COMITE OLIMPICO VENEZOLANO

El Chino confirma sus opciones y Luisaris se suma de sorpresa

El atletismo venezolano sumó el miércoles dos nuevas preseas en Juegos CAC de Barranquilla, que llegaron por vías muy distintas: según el libreto en el caso de la plata de Eure Yánez en el salto alto, y de sorpresa gracias a Luisaris Toledo, que se apuntó el bronce del heptatlón.

Yánez enfrentó un torneo donde había en competencia tres campeones mundiales, el de Osaka 2007, el bahameño Donald Thomas, y los dos últimos monarcas juveniles: Luis Enrique Zayas de Cuba (Bydgoszcz 2016) y Roberto Vilches de México (Tampere 2018).

A la postre, Thomas terminó imponiéndose, mientras Yánez lo escoltaba y Jermaine Francis de St Kitts and Nevis se quedaba con el bronce, los tres con idéntica marca de 2,28 y apelando a la cantidad de intentos en cada altura para definir el orden en el podio. En el caso del Chino Yánez era su mejor registro de la temporada, a tres centímetros de su récord nacional.

“Me siento muy contento porque era una competencia muy reñida, con atletas de talla mundial, y aun así logré repetir mi medalla de plata”, festejó el saltador, ficha del Barcelona FC español. “La buena preparación que tuve en Europa me dio mucha confianza, me mantuve muy concentrado”.

El registro implica también la clasificación a los Panamericanos de Lima 2019, para los que Yánez ya cumplió con la marca mínima.

Luisaris Toledo marchaba quinta en la sumatoria general de su prueba cuando se habían cumplido seis de los siete eventos. Con excepción de la jabalina, donde fue tercera con 43,77 m, había transitado el resto del torneo con actuaciones más bien discretas. Incluso había sido última en el salto alto, pero la criolla hizo lo imposible en las pruebas múltiples: usar el cierre de medio fondo, el que menos puntos otorga, para cambiar su suerte.

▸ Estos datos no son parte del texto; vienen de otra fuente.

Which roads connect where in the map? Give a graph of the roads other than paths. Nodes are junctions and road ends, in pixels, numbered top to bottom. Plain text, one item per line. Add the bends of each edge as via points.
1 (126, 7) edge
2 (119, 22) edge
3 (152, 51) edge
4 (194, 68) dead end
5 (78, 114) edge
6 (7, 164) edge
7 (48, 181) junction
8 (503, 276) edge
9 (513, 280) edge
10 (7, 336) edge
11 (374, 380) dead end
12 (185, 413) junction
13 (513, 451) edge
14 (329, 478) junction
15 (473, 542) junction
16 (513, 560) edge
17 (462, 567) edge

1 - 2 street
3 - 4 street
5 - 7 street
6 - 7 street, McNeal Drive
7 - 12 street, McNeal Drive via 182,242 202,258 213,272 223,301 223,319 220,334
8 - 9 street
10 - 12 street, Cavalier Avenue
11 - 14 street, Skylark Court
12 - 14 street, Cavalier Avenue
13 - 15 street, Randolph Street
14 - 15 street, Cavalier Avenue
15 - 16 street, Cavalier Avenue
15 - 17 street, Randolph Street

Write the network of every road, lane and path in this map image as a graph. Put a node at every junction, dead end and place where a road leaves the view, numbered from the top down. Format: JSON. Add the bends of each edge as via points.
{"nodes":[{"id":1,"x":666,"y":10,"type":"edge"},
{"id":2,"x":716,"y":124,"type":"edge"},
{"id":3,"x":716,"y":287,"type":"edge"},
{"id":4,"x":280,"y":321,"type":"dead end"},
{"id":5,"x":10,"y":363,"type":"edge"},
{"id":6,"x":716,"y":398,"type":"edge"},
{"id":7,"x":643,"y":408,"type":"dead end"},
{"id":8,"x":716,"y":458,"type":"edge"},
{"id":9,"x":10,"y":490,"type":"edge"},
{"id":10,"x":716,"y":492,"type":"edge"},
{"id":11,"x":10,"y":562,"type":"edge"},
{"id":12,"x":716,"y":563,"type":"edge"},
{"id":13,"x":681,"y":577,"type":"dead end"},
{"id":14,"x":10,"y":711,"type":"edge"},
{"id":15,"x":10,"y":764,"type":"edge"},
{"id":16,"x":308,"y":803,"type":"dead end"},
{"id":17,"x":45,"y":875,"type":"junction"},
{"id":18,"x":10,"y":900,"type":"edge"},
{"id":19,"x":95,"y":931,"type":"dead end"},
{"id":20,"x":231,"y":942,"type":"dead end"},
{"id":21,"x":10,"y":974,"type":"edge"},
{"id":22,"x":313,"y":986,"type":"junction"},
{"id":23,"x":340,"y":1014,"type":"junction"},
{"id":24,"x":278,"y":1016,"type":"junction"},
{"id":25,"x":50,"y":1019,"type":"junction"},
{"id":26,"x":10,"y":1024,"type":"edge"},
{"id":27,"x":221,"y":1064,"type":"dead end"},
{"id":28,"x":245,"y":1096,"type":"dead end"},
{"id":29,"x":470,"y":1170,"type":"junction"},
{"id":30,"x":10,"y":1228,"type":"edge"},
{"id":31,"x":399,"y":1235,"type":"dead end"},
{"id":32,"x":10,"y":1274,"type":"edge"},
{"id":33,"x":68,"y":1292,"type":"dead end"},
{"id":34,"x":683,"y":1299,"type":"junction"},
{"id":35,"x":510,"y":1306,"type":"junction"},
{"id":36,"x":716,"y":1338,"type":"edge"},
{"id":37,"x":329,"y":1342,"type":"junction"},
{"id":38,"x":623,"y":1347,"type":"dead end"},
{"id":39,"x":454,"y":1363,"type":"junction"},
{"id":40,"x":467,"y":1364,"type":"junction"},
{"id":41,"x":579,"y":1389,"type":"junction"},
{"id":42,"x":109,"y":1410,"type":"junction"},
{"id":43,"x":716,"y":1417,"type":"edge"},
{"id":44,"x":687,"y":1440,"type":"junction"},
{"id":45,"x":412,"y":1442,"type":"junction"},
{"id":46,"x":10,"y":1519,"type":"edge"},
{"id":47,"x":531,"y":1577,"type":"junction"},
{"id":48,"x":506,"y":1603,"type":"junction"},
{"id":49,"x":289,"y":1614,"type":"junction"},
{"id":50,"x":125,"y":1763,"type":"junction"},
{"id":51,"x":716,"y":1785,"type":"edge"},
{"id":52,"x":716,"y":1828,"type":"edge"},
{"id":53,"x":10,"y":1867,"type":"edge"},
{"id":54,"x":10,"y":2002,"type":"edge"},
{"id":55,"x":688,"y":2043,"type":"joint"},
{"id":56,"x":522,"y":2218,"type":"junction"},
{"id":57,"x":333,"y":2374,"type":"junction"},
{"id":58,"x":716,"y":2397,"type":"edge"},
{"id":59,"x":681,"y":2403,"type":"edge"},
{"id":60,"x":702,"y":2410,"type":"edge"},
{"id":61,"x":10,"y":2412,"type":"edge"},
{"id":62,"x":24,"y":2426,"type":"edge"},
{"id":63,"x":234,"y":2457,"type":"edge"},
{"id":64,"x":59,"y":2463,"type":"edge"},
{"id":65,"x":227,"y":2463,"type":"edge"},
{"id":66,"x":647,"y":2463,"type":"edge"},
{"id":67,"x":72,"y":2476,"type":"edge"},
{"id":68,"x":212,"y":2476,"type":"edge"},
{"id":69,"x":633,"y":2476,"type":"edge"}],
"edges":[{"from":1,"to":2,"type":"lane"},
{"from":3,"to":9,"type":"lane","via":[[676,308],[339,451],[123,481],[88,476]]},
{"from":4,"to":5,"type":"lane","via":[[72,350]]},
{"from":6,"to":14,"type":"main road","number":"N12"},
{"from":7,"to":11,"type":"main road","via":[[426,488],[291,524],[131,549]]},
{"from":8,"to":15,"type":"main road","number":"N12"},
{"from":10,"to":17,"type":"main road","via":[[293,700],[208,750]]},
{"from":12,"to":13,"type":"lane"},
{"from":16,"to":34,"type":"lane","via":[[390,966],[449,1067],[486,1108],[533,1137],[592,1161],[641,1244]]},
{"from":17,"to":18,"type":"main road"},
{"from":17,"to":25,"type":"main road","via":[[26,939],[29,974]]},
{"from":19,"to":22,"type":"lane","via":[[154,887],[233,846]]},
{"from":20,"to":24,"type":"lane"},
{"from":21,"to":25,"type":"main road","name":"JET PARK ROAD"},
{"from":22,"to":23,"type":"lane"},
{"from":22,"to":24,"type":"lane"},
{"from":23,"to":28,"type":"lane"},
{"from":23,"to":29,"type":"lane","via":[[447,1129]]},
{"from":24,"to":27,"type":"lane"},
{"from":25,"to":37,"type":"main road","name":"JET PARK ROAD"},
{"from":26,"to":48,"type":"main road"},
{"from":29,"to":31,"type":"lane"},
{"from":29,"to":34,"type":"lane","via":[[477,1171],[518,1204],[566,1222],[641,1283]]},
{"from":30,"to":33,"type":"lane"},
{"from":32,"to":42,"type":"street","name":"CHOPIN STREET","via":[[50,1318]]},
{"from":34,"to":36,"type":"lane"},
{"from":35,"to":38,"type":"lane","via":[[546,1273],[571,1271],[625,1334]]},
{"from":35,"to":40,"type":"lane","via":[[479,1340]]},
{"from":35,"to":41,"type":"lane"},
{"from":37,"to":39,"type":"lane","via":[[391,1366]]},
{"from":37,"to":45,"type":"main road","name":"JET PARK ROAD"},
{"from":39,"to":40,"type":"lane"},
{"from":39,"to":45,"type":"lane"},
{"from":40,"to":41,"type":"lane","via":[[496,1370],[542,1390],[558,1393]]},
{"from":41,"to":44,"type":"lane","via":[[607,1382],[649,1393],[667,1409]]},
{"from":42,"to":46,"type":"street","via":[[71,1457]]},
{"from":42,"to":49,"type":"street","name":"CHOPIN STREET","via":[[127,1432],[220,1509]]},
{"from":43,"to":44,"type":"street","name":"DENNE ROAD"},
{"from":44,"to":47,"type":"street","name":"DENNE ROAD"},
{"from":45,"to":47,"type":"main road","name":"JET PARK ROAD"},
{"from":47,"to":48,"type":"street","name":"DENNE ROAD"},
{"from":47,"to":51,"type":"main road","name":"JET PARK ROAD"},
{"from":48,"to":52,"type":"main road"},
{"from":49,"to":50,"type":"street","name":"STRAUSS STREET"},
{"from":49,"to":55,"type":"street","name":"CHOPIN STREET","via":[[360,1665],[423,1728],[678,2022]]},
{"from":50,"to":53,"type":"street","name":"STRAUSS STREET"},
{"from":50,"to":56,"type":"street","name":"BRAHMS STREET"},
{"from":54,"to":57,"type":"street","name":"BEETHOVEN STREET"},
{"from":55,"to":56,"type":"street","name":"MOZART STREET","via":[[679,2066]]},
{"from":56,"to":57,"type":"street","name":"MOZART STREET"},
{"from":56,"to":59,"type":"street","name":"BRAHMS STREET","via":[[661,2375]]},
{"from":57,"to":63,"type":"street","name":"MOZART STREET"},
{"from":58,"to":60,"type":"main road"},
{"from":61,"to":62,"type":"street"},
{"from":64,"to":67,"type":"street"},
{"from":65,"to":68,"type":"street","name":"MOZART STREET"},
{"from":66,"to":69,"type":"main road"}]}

Toledo ganó los 800 m con registro de 2:12.27 y de esa forma logró meterse en un podio donde nadie la esperaba, quebrando su propio récord nacional, que ahora es de 5848 puntos, a 52 unidades de la marca mínima para Lima 2019.

La lanzadora de bala Ahymara Espinoza se quedó a 11 cm de la medalla de bronce, con un 17,77 en su tercer intento que se quedó a 41 cm de su récord nacional y la dejó insatisfecha, haciendo una evaluación negativa de su actuación en Barranquilla.

“Yo venía bien, entrenando bien, pero no sé qué me pasó”, lamentó. “El nivel de la competencia no estaba tan difícil, con mi mejor marca hubiera agarrado un segundo lugar, pero lamentablemente no se dio. Me preparé bien, venía para hacer récord nacional, ascendiendo después del 18,08 de Cochabamba. Ahora queda evaluar y aprender de lo que se hizo aquí”.

Los otros dos criollos en acción terminaron con actuaciones más discretas. Richard Vargas fue noveno en los 20 km marcha con 1:36:14 y Marvin Blanco séptimo en los 1500 con su mejor crono de la temporada, 3:58.42.